L’ispirazione per questo party game è chiara fin dal titolo stesso. Spesso vagando sui social è facile trovare questa frase invocata come anatema per chiudere una discussione. Ed è proprio in questi territori che si muove il nuovo gioco di Immanuel Casto, Non si può più dire niente. Ci dovremo infatti addentrare nel terrificante mondo dei dibattiti sui social, affrontandoli da una prospettiva originale.

A ogni mano il protagonista sarà il giocatore chiamato a interpretare il ruolo del cittadino ignaro, cioè chi si affaccia sui social network trovandoli in subbuglio per il “caso” del giorno che scatena polemiche. Proprio a partire da queste discussioni, o meglio dai commenti forniti dagli altri partecipanti al gioco, dovrà cercare di risalire al punto di partenza, facendosi largo nella “nebbia di guerra” del web.

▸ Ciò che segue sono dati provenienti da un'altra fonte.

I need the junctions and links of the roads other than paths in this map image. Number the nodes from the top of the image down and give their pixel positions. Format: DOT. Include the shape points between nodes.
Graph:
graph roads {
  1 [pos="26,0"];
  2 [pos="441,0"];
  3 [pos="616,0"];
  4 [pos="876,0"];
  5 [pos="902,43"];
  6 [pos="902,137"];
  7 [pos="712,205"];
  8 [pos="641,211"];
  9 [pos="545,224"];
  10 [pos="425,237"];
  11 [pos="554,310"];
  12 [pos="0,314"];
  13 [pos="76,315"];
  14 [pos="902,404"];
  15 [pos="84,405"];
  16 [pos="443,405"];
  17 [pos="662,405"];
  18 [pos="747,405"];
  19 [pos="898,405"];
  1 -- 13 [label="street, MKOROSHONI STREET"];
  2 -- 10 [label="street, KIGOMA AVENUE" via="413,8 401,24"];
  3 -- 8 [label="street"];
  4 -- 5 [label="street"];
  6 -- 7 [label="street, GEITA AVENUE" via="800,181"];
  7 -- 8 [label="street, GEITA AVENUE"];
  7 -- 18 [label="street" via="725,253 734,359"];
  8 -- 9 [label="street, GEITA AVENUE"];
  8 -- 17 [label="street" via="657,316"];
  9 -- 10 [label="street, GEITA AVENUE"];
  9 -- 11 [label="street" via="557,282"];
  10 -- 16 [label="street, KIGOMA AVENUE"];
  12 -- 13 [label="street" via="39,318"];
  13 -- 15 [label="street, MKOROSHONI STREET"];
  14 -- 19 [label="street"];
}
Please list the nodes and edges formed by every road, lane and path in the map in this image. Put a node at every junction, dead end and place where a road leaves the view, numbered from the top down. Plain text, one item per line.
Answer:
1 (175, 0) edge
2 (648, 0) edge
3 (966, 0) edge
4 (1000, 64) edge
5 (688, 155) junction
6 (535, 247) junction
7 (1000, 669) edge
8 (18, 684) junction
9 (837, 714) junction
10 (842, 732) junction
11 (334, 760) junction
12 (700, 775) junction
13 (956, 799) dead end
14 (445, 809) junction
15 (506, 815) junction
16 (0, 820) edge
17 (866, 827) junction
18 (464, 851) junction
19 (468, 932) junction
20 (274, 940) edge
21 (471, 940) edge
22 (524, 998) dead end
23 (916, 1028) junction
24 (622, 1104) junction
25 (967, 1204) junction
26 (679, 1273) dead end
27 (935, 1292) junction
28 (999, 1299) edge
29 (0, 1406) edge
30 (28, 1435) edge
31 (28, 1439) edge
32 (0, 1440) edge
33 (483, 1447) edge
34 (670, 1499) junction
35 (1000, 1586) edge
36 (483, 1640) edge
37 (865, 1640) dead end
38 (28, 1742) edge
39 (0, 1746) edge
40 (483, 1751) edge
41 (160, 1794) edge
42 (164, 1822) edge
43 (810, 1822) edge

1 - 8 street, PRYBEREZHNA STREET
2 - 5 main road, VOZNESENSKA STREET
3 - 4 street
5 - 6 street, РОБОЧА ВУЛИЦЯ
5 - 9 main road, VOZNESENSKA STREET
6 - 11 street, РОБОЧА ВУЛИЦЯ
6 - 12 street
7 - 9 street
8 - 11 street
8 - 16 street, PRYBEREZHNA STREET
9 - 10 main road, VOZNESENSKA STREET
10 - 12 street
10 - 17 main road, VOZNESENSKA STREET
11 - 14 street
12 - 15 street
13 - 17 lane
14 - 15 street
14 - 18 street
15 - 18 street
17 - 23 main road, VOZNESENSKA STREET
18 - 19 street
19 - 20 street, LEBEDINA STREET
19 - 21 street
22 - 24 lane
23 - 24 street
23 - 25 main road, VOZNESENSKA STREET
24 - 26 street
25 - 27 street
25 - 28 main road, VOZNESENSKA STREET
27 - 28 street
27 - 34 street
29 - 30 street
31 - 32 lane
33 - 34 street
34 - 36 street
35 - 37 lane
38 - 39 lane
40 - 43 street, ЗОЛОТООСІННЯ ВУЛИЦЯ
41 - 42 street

In Non si può più dire niente di Immanuel Casto possiamo trovare tantissimi riferimenti all’attualità, con citazioni dirette ad argomenti di discussione degli ultimi mesi, così come anche a classici – purtroppo – intramontabili. Lo stesso vale per i commenti che ogni giocatore dovrà sfruttare come indizi per fare indovinare (o sbagliare, nel caso stia interpretando un troll), tutti basati su tormentoni che purtroppo conosciamo molto bene.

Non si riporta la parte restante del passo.